» **Task details**
Only lines holding "utilizare" are needed; copy each of them from the data below.

[Data entries]
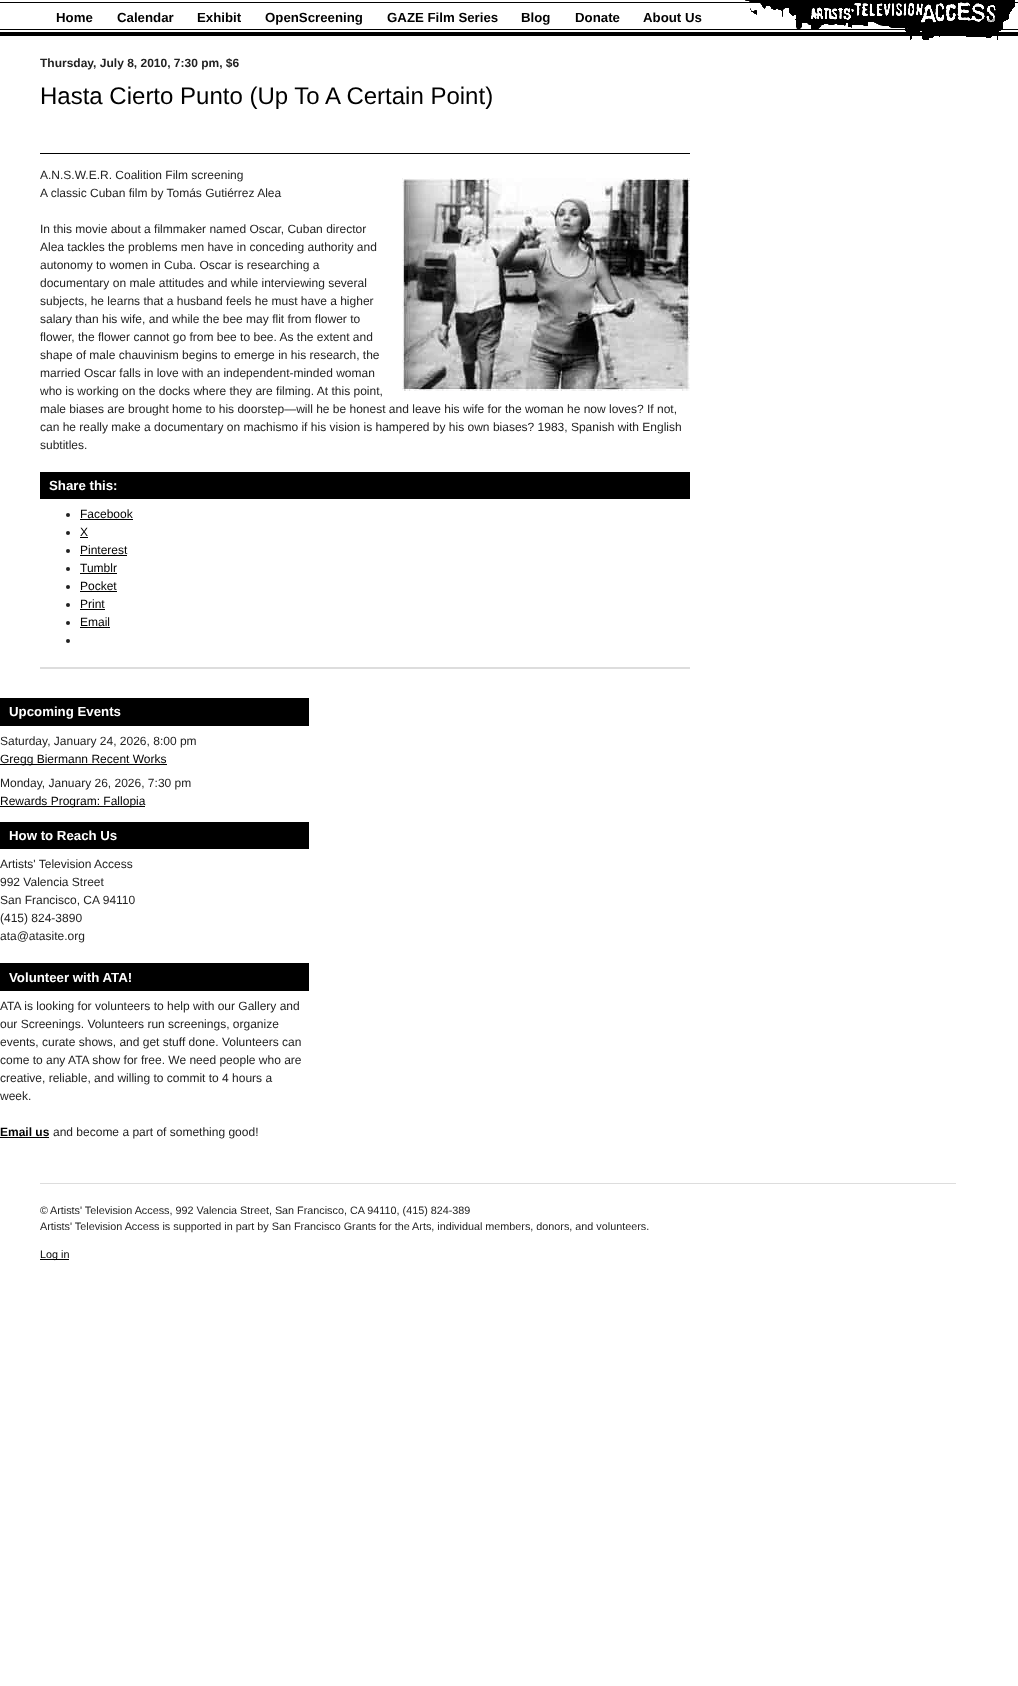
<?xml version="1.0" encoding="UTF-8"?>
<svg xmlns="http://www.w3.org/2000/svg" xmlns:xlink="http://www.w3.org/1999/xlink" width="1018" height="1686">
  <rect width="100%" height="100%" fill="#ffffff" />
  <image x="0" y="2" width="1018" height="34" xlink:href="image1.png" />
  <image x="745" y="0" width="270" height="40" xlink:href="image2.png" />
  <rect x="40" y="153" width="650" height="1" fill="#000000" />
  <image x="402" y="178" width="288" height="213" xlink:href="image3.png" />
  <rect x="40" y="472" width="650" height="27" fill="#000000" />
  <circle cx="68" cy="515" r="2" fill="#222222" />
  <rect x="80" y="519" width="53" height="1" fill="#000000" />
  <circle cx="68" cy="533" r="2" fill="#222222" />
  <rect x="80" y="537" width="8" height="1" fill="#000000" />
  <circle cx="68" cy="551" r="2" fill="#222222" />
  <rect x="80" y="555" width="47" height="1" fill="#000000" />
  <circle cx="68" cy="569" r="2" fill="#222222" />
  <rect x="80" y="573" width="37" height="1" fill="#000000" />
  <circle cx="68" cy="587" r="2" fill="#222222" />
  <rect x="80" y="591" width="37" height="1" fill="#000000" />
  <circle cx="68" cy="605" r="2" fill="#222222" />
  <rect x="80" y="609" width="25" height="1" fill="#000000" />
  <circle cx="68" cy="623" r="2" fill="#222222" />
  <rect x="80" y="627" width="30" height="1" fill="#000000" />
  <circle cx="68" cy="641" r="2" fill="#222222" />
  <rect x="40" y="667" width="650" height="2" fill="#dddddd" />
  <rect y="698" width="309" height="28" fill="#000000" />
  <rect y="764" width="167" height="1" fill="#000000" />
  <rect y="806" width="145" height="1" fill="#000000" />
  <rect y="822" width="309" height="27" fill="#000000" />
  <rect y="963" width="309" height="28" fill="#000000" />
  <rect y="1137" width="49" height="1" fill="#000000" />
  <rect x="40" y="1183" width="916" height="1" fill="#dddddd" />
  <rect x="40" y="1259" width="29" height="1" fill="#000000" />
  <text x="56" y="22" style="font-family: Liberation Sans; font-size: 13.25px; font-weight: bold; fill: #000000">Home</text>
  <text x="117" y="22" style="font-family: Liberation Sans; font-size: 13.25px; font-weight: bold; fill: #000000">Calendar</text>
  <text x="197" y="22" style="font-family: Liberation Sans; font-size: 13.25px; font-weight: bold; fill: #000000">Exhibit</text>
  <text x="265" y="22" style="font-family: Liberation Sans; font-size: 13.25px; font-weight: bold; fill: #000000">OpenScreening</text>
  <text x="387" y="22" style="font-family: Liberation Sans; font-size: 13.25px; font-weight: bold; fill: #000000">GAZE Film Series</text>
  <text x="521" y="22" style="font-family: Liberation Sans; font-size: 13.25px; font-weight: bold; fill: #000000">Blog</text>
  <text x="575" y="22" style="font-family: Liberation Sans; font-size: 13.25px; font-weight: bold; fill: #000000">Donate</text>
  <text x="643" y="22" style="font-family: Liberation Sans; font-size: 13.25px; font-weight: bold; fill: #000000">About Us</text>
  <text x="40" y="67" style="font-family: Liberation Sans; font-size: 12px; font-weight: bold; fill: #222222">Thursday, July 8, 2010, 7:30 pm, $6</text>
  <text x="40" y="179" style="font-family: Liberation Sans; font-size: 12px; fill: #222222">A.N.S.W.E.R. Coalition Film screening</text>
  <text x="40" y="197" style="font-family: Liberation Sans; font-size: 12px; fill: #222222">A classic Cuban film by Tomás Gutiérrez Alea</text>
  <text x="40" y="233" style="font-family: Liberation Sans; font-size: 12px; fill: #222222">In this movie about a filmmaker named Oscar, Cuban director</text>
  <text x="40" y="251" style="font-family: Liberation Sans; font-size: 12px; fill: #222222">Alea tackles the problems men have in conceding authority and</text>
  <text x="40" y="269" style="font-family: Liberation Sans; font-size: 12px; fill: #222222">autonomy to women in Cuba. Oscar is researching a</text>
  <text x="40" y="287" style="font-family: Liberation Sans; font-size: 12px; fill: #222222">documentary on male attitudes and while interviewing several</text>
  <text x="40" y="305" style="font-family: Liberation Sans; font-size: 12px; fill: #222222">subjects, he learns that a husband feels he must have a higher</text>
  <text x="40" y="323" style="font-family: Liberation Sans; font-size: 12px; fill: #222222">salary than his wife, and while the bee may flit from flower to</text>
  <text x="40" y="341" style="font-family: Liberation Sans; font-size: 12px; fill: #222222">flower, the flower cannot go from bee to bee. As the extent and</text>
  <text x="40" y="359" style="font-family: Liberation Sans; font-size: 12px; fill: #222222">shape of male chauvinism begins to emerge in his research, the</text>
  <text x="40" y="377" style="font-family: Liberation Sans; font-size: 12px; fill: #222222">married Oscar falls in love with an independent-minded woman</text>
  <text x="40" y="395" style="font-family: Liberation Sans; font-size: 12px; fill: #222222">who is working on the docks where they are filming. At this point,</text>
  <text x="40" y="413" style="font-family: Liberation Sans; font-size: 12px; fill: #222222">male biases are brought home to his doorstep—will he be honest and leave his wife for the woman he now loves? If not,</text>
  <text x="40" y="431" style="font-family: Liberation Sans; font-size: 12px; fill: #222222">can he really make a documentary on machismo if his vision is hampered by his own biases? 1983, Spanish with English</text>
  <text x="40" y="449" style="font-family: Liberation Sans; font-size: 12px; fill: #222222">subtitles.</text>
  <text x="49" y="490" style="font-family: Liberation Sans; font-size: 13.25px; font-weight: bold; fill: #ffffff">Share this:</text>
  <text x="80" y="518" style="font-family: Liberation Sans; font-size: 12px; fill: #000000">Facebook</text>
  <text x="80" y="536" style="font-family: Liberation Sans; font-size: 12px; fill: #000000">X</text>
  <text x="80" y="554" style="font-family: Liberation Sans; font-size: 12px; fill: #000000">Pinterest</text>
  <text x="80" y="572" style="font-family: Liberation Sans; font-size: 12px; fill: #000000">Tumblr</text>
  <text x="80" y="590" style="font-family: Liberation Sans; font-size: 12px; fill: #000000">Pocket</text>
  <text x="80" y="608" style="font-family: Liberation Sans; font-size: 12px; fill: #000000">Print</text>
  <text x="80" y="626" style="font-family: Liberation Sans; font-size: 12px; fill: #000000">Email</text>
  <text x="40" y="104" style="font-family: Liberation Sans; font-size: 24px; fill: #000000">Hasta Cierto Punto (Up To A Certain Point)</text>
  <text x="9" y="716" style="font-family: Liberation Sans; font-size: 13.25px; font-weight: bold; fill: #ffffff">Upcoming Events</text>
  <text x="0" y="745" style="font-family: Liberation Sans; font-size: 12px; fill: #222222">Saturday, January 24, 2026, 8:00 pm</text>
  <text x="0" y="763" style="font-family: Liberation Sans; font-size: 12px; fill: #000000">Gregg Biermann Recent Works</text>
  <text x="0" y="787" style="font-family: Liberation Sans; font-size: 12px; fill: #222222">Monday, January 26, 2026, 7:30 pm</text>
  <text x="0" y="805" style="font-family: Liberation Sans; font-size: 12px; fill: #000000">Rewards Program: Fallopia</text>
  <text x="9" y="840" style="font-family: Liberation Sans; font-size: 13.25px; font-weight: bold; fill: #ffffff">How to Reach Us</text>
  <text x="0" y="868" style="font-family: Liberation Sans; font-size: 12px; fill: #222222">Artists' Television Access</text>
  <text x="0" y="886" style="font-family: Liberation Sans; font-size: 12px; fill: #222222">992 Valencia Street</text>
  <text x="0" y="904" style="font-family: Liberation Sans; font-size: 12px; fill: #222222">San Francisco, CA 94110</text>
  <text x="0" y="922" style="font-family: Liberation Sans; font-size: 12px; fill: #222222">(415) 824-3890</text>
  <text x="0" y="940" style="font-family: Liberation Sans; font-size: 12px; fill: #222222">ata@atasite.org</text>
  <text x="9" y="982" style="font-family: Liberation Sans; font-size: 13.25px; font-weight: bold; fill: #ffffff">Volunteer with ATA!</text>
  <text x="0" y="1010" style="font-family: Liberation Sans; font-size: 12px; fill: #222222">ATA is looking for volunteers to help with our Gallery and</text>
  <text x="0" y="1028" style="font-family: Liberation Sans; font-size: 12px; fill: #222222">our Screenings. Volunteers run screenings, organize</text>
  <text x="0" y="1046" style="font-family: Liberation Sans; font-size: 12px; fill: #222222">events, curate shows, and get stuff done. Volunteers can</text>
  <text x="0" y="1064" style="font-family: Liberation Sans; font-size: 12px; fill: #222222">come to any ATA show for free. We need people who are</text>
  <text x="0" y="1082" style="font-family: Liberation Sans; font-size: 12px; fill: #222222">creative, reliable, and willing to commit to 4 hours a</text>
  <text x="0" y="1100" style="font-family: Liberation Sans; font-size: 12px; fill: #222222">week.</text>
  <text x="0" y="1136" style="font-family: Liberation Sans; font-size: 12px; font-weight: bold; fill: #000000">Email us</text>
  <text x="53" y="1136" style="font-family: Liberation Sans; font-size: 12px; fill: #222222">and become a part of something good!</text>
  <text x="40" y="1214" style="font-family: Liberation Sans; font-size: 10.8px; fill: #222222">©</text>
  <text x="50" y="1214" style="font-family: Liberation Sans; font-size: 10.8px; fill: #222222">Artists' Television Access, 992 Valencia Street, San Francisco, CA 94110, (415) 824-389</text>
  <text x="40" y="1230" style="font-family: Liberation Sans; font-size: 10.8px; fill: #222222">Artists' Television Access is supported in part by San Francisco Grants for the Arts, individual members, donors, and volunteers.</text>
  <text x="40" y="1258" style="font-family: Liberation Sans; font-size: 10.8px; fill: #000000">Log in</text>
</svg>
---
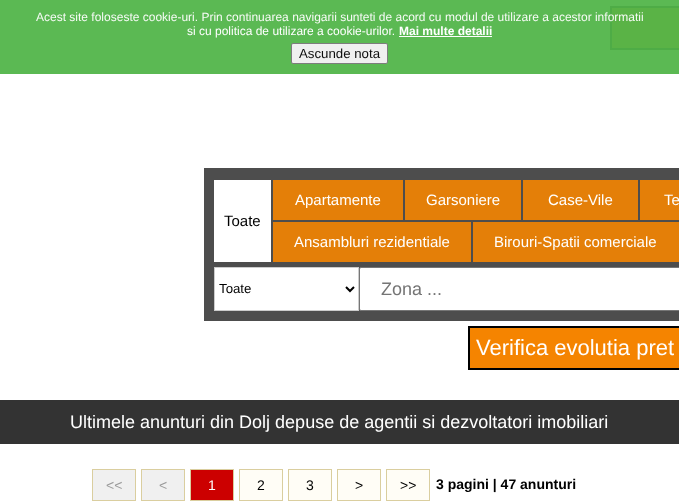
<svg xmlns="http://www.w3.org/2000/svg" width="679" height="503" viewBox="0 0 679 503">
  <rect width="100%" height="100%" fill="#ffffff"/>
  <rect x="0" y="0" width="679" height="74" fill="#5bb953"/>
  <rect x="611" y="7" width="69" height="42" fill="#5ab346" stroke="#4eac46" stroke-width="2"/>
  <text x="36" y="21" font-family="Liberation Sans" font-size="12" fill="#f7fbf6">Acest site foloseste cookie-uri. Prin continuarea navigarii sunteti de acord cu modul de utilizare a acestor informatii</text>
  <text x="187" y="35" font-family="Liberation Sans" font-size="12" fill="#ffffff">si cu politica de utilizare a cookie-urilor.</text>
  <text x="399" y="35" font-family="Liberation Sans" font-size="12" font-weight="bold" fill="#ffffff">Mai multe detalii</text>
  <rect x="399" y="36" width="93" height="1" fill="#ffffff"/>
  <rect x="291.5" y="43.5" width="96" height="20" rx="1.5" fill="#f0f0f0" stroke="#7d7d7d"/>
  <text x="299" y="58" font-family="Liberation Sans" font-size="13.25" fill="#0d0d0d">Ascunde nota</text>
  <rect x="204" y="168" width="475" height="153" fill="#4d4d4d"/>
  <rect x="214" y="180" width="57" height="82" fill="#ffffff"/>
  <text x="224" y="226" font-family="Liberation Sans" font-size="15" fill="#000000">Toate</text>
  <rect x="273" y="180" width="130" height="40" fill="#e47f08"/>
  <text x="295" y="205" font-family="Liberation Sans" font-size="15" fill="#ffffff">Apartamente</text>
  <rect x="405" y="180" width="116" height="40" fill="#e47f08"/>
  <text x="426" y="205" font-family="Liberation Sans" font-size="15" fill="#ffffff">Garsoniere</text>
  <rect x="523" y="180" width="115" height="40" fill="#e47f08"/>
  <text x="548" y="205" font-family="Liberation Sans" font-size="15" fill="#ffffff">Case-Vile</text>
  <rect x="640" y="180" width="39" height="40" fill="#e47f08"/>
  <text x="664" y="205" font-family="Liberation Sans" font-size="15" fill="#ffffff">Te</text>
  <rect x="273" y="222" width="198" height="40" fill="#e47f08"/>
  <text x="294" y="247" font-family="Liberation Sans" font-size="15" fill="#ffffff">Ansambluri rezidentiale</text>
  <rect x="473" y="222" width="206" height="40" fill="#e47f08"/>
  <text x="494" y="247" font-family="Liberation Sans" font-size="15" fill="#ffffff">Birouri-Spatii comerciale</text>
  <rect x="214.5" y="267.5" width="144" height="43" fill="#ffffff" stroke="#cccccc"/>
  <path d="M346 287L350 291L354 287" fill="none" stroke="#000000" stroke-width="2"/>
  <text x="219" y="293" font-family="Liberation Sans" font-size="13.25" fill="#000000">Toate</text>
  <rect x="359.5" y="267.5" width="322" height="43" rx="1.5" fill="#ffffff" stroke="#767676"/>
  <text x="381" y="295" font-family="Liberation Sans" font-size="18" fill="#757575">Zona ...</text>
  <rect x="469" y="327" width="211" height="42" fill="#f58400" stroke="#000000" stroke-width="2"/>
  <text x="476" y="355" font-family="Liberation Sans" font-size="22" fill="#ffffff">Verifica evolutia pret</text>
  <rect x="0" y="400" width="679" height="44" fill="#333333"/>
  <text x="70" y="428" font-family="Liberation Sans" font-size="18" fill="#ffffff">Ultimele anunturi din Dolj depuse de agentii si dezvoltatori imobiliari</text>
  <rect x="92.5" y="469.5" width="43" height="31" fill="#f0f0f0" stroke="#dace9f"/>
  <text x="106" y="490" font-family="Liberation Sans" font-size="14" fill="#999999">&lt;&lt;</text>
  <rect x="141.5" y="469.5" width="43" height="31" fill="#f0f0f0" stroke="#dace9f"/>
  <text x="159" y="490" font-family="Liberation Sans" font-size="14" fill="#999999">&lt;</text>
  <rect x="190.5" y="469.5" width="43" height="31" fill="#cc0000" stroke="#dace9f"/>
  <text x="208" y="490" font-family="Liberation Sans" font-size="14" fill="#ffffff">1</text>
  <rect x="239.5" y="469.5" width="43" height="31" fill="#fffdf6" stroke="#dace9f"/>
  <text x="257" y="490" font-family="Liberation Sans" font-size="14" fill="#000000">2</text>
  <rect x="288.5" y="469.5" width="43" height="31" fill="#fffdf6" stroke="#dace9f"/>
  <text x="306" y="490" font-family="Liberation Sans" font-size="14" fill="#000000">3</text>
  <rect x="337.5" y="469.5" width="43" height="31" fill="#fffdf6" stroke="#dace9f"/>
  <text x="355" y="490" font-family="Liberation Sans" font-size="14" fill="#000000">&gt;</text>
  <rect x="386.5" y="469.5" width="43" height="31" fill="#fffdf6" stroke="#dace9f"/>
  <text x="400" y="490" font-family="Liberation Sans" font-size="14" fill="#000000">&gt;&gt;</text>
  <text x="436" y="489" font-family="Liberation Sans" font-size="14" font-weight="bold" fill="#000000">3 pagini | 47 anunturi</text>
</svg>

» **Result below**
  <text x="36" y="21" font-family="Liberation Sans" font-size="12" fill="#f7fbf6">Acest site foloseste cookie-uri. Prin continuarea navigarii sunteti de acord cu modul de utilizare a acestor informatii</text>
  <text x="187" y="35" font-family="Liberation Sans" font-size="12" fill="#ffffff">si cu politica de utilizare a cookie-urilor.</text>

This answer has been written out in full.